It is Friday once again. I think we survived that whole Spring Forward time thing. Isn’t it just as fun as a root canal to get kids to adjust to an hour earlier bedtime?

Wednesday my left rear brake light went out.

I love my married girl friends solutions to life’s problems, “Come over, have snack, drink wine and we’ll fix your light dream guytogether.” I really thought this meant “come over and my husband will fix it while we drink wine.”

I arrive as this friend opens her front door with a screwdriver in one hand and a cigarette in another.

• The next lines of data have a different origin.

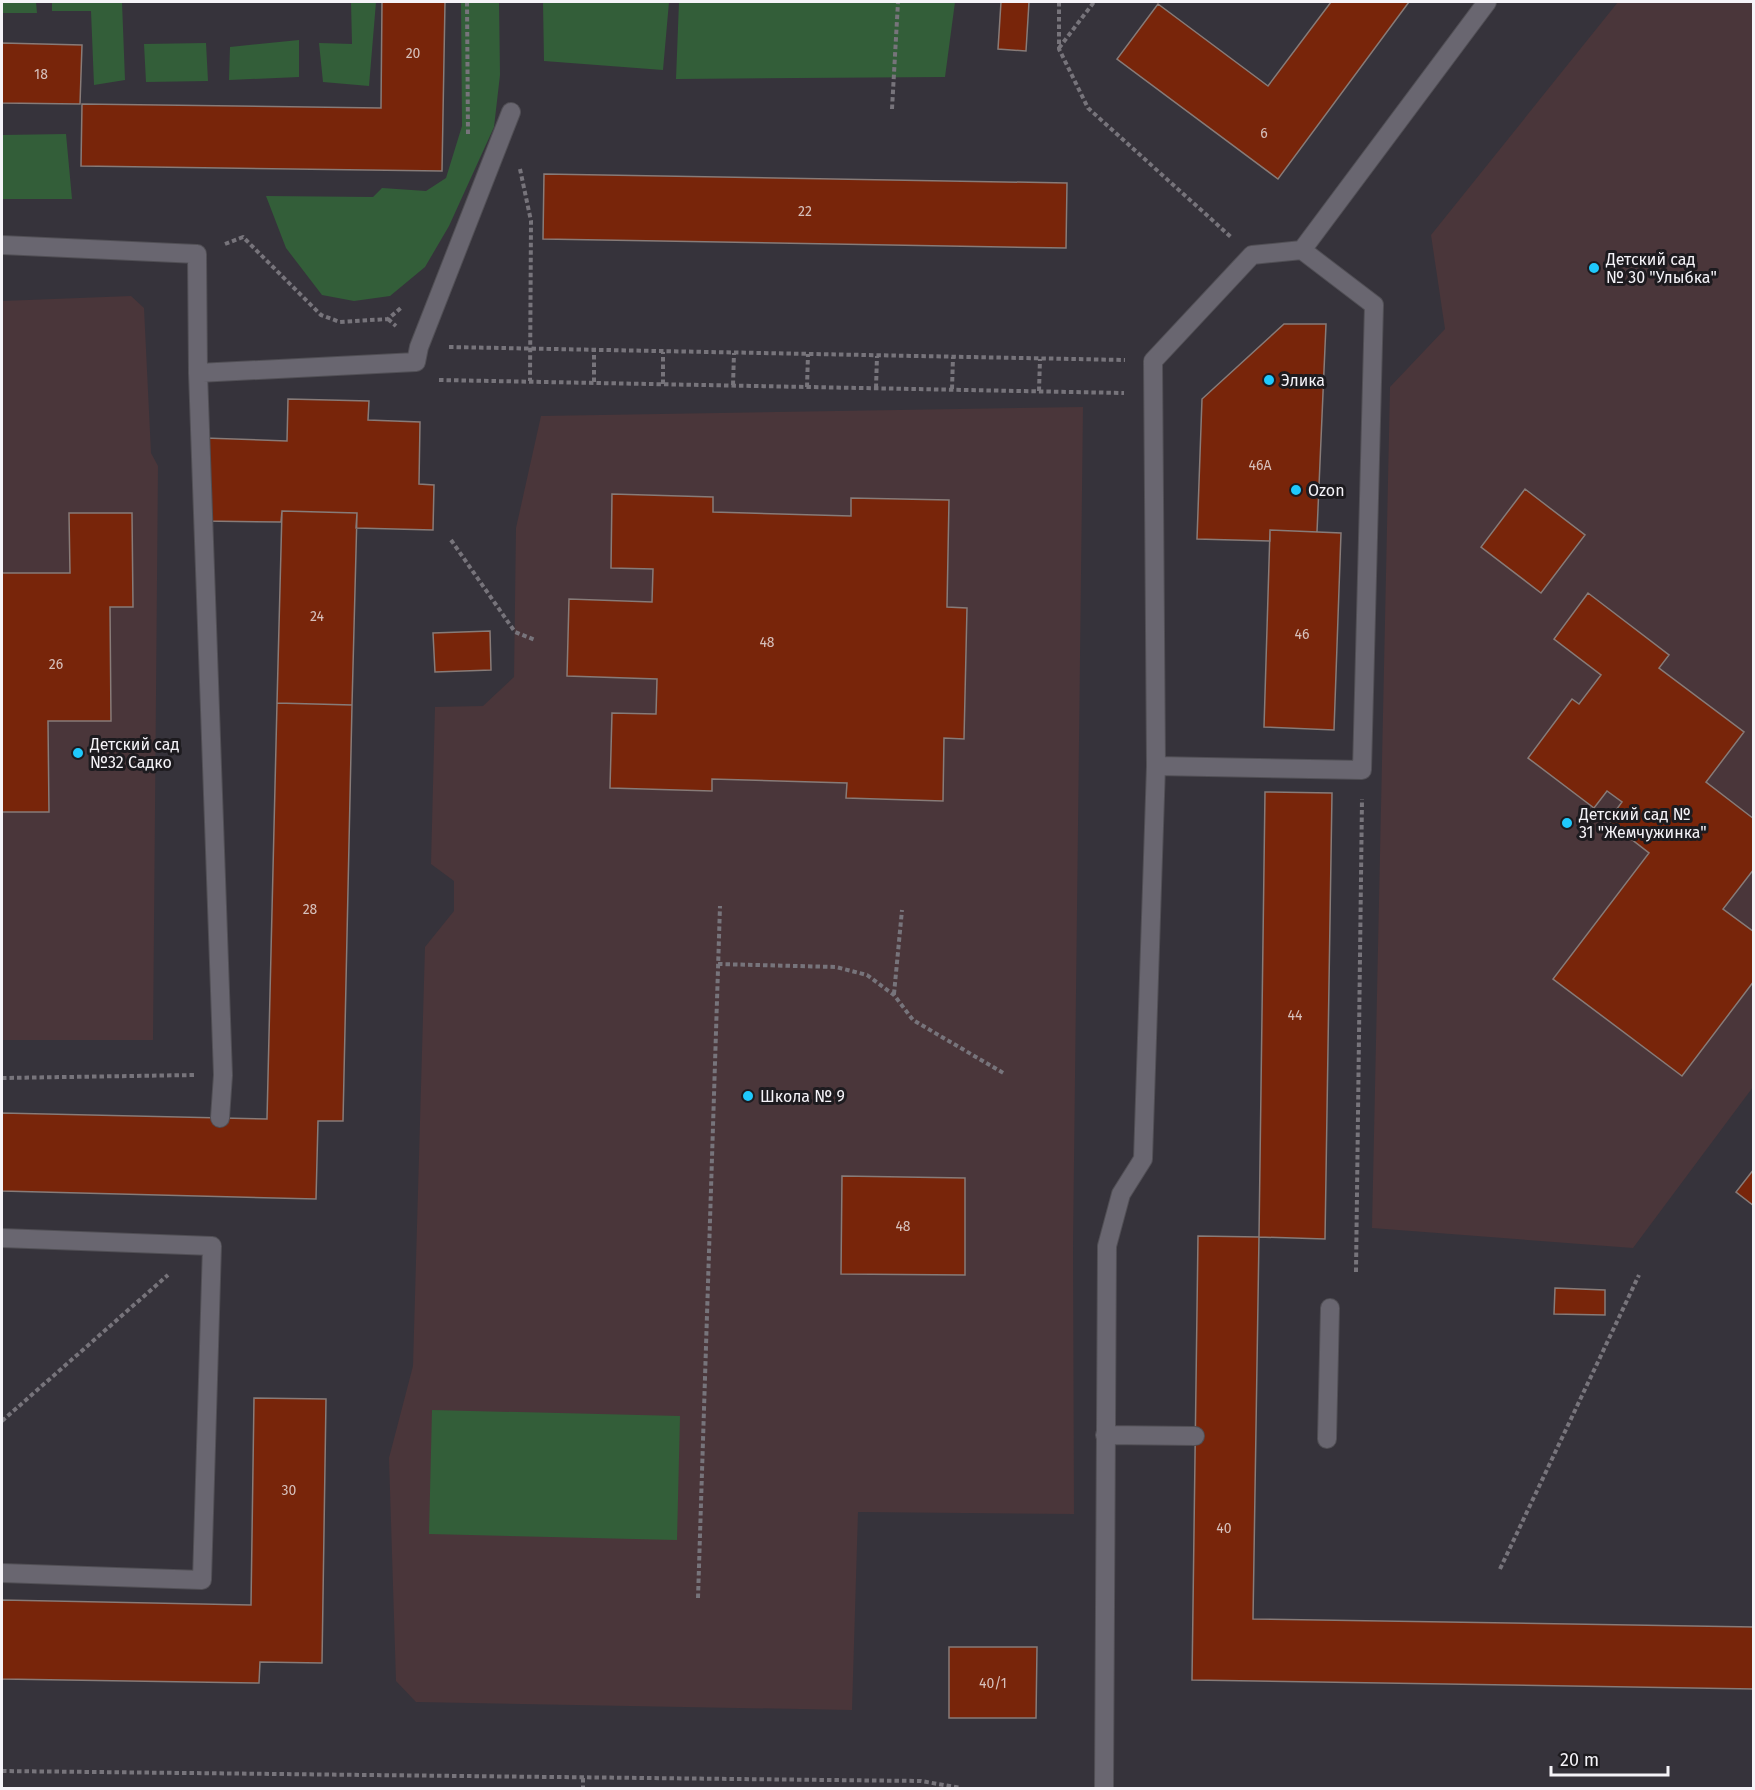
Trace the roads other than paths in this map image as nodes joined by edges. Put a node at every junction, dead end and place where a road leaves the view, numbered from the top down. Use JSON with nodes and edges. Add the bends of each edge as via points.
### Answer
{"nodes":[{"id":1,"x":1487,"y":2,"type":"edge"},
{"id":2,"x":511,"y":112,"type":"dead end"},
{"id":3,"x":2,"y":245,"type":"edge"},
{"id":4,"x":1302,"y":250,"type":"junction"},
{"id":5,"x":198,"y":373,"type":"junction"},
{"id":6,"x":1156,"y":766,"type":"junction"},
{"id":7,"x":220,"y":1118,"type":"dead end"},
{"id":8,"x":2,"y":1238,"type":"edge"},
{"id":9,"x":1330,"y":1308,"type":"dead end"},
{"id":10,"x":1106,"y":1435,"type":"junction"},
{"id":11,"x":1195,"y":1436,"type":"dead end"},
{"id":12,"x":1327,"y":1439,"type":"dead end"},
{"id":13,"x":2,"y":1573,"type":"edge"},
{"id":14,"x":1104,"y":1788,"type":"edge"}],
"edges":[{"from":1,"to":4,"type":"lane"},
{"from":2,"to":5,"type":"lane","via":[[416,362]]},
{"from":3,"to":5,"type":"lane","via":[[197,254]]},
{"from":4,"to":6,"type":"lane","via":[[1252,255],[1153,361]]},
{"from":4,"to":6,"type":"lane","via":[[1374,305],[1362,770]]},
{"from":5,"to":7,"type":"lane","via":[[223,1075]]},
{"from":6,"to":10,"type":"lane","via":[[1143,1159],[1121,1194],[1107,1246]]},
{"from":8,"to":13,"type":"lane","via":[[213,1246],[202,1580]]},
{"from":9,"to":12,"type":"lane"},
{"from":10,"to":11,"type":"lane"},
{"from":10,"to":14,"type":"lane"}]}
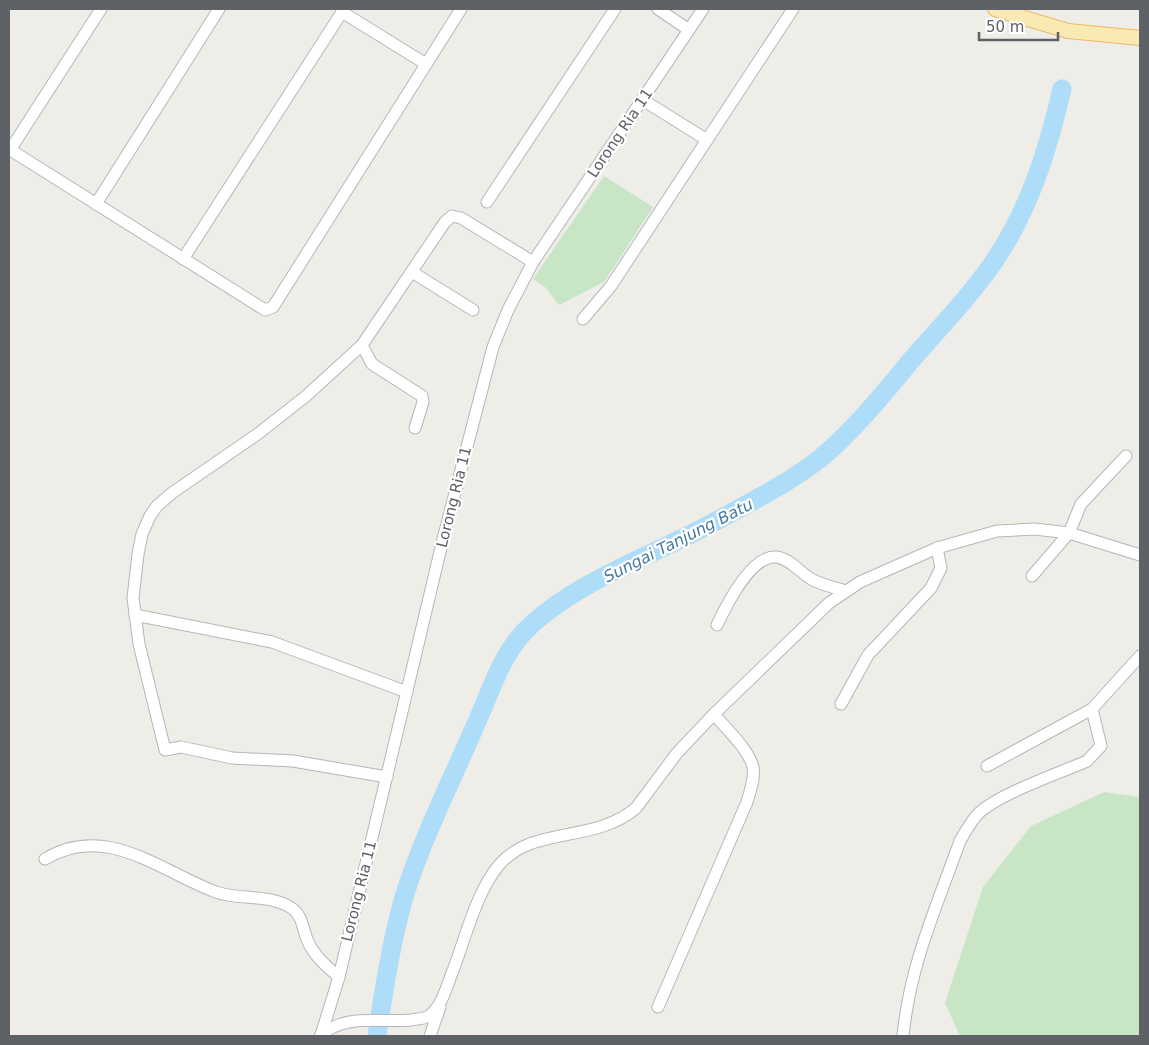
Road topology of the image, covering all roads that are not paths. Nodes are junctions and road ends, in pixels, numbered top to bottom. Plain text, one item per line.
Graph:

Apparently there is no wine yet because we need to focus.  She leads me off the porch to the rear of my truck. Within 2 minutes we have the rear light cover off and have pulled the blown bulb out. If you ask why it took two of us to do this – it is the same reason why we women go to the bathroom in pairs.

Where is her husband?

Away we go in her little motorcar to the auto parts store with said bulb in my make up bag. I feel this triumphant pride as I stand waiting at the counter – as if I am achieving some senior level male honor because I am a female doing this. The one thing about auto part stores is there just isn’t much for princesses to window shop while waiting.

We proceed to do what all us women do when forced to wait in an auto store – glance at car fresheners and steering wheel covers.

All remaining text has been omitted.